WHAT HAPPENS AFTER SURGERY?
The stay in hospital is one or two nights only and most patients can be discharged with a short course of painkillers. The cheek skin is often numb immediately after surgery and it takes several months for sensation to return. The ears may also be temporarily numb as the greater auricular nerve which provides their sensory supply can be stretched or traumatised during surgery. This sensation usually recovers in the first week after surgery. Wounds should be kept dry for five to seven days until the sutures in front of the ears (and under the chin if a necklift has been performed) are ready to be removed. Surgical clips used behind the ear are removed on day seven when all wounds should be settling and normal washing can be resumed. The neck fat often gets quite firm for a few weeks after the surgery and it requires massage and time to become soft again. Three months after surgery a further appointment is made to check that everything is settling nicely and that the desired result has been achieved.
WHAT COULD GO WRONG?
Every operation has the risk of bleeding and infection. In facelifting, surgery bleeding or haematoma may occasionally necessitate a return to the operating theatre to remove a blood clot. Pressure from a large clot can sometime compromise the circulation to the skin leading to healing problems.

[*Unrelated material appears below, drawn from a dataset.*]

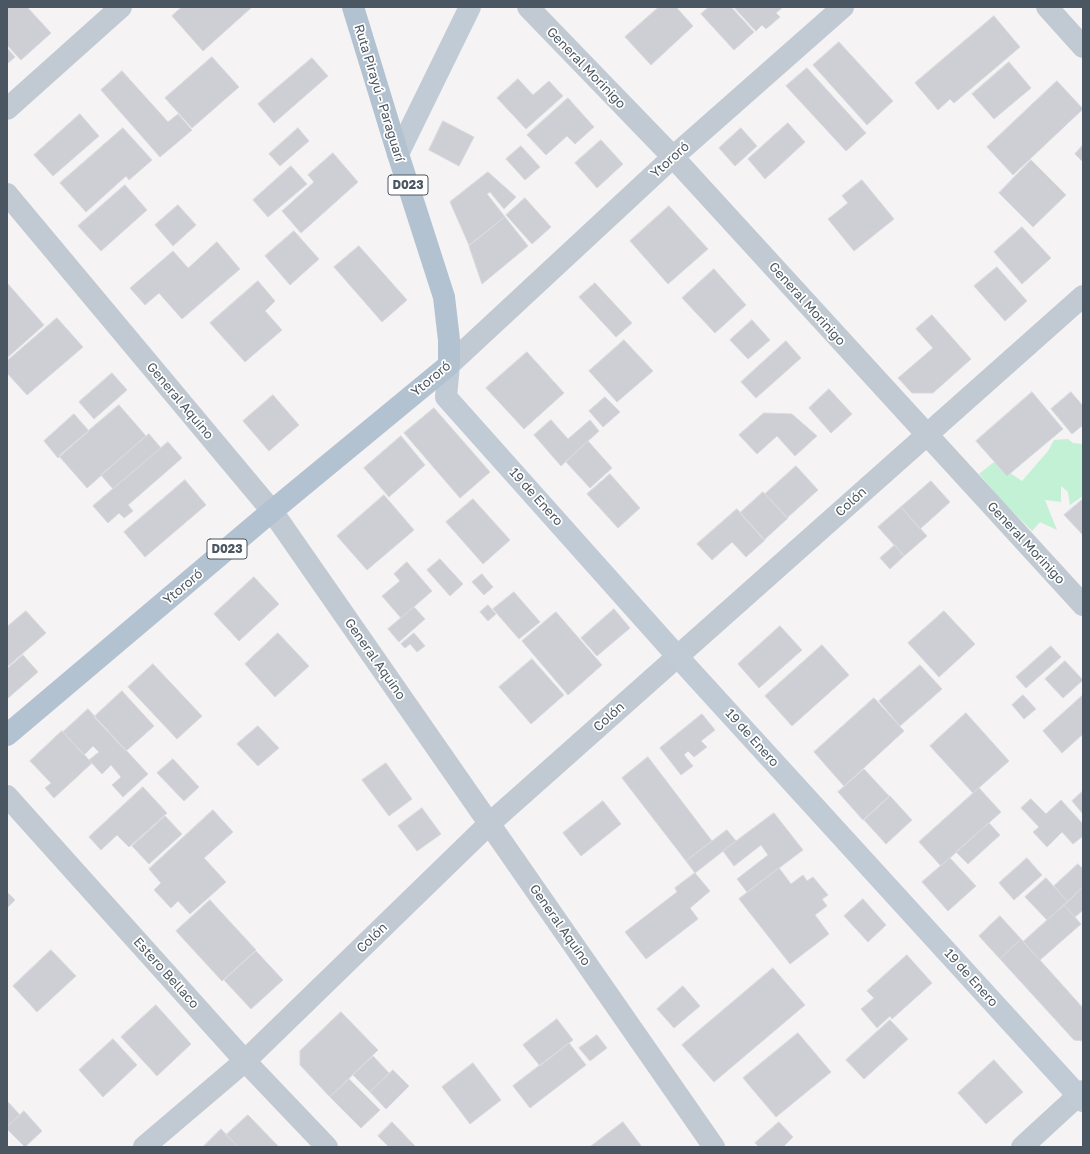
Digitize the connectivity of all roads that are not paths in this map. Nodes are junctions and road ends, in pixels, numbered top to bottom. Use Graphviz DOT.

The face will feel numb for a few weeks following surgery due to all the skin undermining which has taken place – this largely resolves and is rarely a problem. There is a tiny chance that, during a SMAS lift, branches of the facial nerve (the nerve which controls voluntary expression of the facial muscles), which run in the same plane as the SMAS layer, may be stretched or cut during facelift surgery. If the nerve is stretched (a so-called neurapraxia) it fully recovers in a matter of weeks or months.
The incidence of a branch of the facial nerve being permanently divided is estimated at 0.5% (1 in 200 patients). If the nerve is cut then motion or part of the face may be lost.